Though worldwide it's difficult to keep records intact for a thousand years, the Mayans had writing systems for nearly two thousand years. The Spanish priests burned any writing they found during the Mayan conquest,
Oral traditions record, among other things, historical events.
This is my understanding from chatting with a number of First Nation in Canada.

Most of the tribe's stories were passed down verbally, rather than written down.

Keeping an oral record detailed and accurate over a 900 year span is difficult for human beings sadly.
Doesn't "not good" in this context mean NEVER. Are there any native tribes/peoples that had a writing system before European contact? AFAICT, it's one of the main causes so many native languages are dying/extinct.
Writing developed in America long before Europeans showed up and continued to be used until Europeans showed up, but the Europeans destroyed most books they could find and forced the natives to learn the colonizers' languages.

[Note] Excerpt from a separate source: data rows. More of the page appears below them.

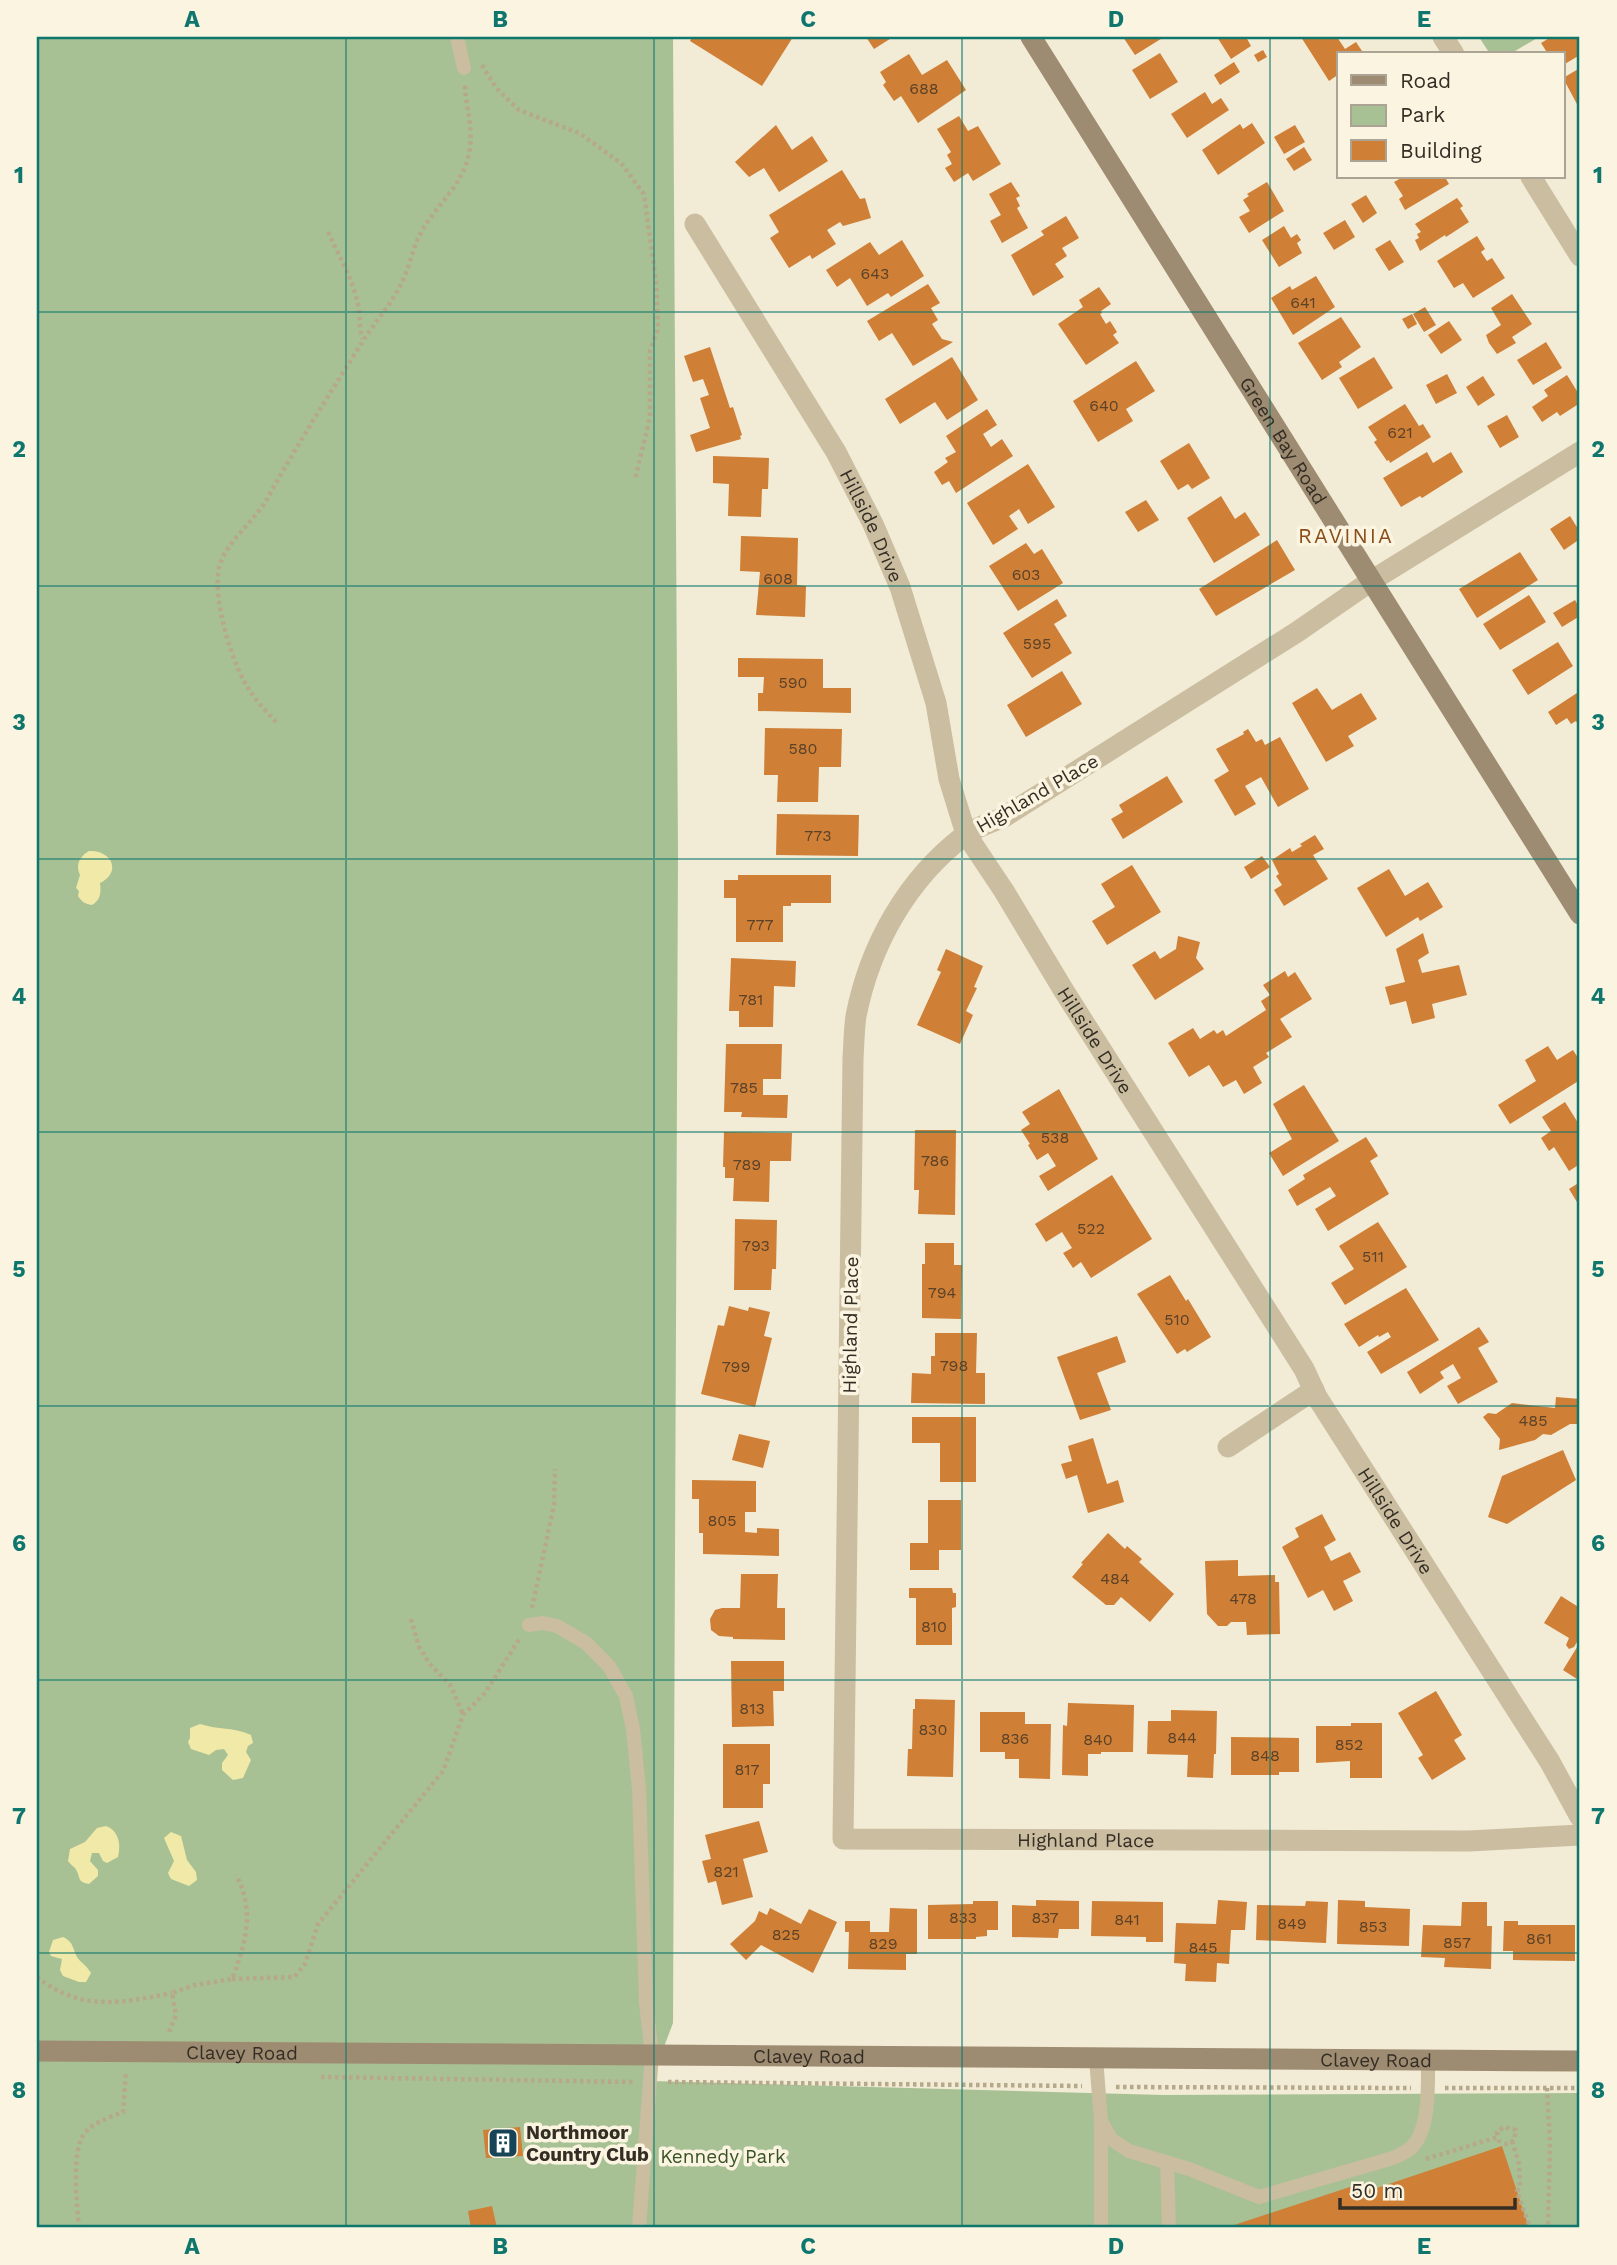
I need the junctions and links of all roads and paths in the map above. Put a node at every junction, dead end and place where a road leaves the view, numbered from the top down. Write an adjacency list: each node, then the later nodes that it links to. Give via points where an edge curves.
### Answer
1 (457, 37): 5 (lane)
2 (1031, 37): 13 (main road, Green Bay Road)
3 (1443, 37): 4 (street)
4 (1453, 52)
5 (464, 68): 10 (path, via 472,138 468,160 460,179 421,233 398,290); 12 (path, via 482,64 496,88 519,110 579,133 621,163 644,194 658,329 650,350 650,418)
6 (1532, 178): 9 (street)
7 (695, 224): 15 (street, Hillside Drive, via 836,453 873,524 900,587 936,703 949,779)
8 (328, 232): 10 (path, via 352,284)
9 (1580, 256)
10 (363, 340): 14 (path, via 265,502 225,549 219,570 218,594 236,668)
11 (1580, 452): 13 (street, Highland Place)
12 (635, 479)
13 (1371, 581): 15 (street, Highland Place, via 1004,817); 16 (main road, Green Bay Road)
14 (276, 722)
15 (966, 834): 17 (street, Hillside Drive); 24 (street, Highland Place, via 918,879 895,911 872,955 856,1017 844,1839 1469,1841)
16 (1580, 914)
17 (1314, 1390): 18 (street); 23 (street, Hillside Drive, via 1550,1762)
18 (1228, 1447)
19 (555, 1469): 21 (path, via 554,1504)
20 (411, 1619): 22 (path, via 419,1647 451,1686)
21 (529, 1625): 22 (path, via 485,1693); 29 (lane, via 557,1626 586,1643 609,1666 626,1696 639,1789)
22 (463, 1715): 26 (path, via 443,1771 318,1924 305,1964 294,1977)
23 (1580, 1817)
24 (1580, 1835)
25 (37, 1977): 27 (path, via 58,1992 102,2003)
26 (232, 1979)
27 (172, 1993)
28 (37, 2051): 29 (main road, Clavey Road)
29 (652, 2054): 30 (main road, Clavey Road); 36 (lane)
30 (1096, 2058): 31 (main road, Clavey Road); 43 (lane)
31 (1428, 2060): 32 (main road, Clavey Road); 47 (lane, via 1421,2133 1410,2149 1393,2158 1259,2197)
32 (1580, 2061)
33 (113, 2075): 34 (path)
34 (126, 2075)
35 (319, 2077): 36 (path)
36 (651, 2082): 37 (path); 48 (lane)
37 (1082, 2086)
38 (1120, 2087): 39 (path)
39 (1405, 2088)
40 (1445, 2088): 41 (path)
41 (1547, 2088): 42 (path); 52 (path)
42 (1580, 2088)
43 (1101, 2121): 47 (lane, via 1111,2138 1129,2151); 49 (lane)
44 (1498, 2137): 45 (path, via 1503,2144); 45 (path, via 1500,2129 1508,2127 1516,2130); 46 (path)
45 (1512, 2141): 51 (path, via 1519,2164 1517,2191)
46 (1416, 2162)
47 (1167, 2163): 50 (lane)
48 (639, 2228)
49 (1101, 2228)
50 (1169, 2228)
51 (1530, 2228)
52 (1548, 2228)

That's the main cause why so many native languages are dying/extinct.

Further reading: https://en.wikipedia.org/wiki/Mesoamerican_writing_systems

It looks like writing developed in present-day Mexico and never made it north of the desert border (Mojave/ Sonoran/ Chihuahua). So NONE of the estimated 296 languages spoken by natives in US and Canada had a written language that we have evidence of. [0]

[0]https://en.wikipedia.org/wiki/Indigenous_languages_of_the_Am...

The article says near the top:

"An extensive Mesoamerican literature has been conserved, partly in indigenous scripts and partly in postconquest transcriptions in the Latin script."

It also says:

"The Florentine Codex, compiled 1545-1590 by Franciscan friar Bernardino de SahagĂșn includes a history of the Spanish conquest of the Aztec Empire from the Mexica viewpoint"

Having a writing system and using it to record history are surprisingly independent. For example, in ancient India they wrote all kinds of stuff down, but virtually none of it is history. Most of what we know about the history of India comes from the records of other peoples who came into contact with the Indians.
There's at least one script that's absolutely, a 100% definitive written language, Maya. There are about half a dozen more that qualify for certain reasonable definitions of writing. Beyond that, there are hundreds of systems of proto-writing that rely primarily on the cultural context of the speaker to interpret. These were still used to record events and stories, though.
Given that ~90% of native Americans were killed over the first decades of European contact by smallpox, measles, and war, it's entirely possible that there had been a worse year for them.
This is an interesting point context matters.
According to https://en.wikipedia.org/wiki/Extreme_weather_events_of_535%... there is some evidence of it hitting the Moche culture in Peru.
I don't think native accounts had dates associated with them, even if you could track them down.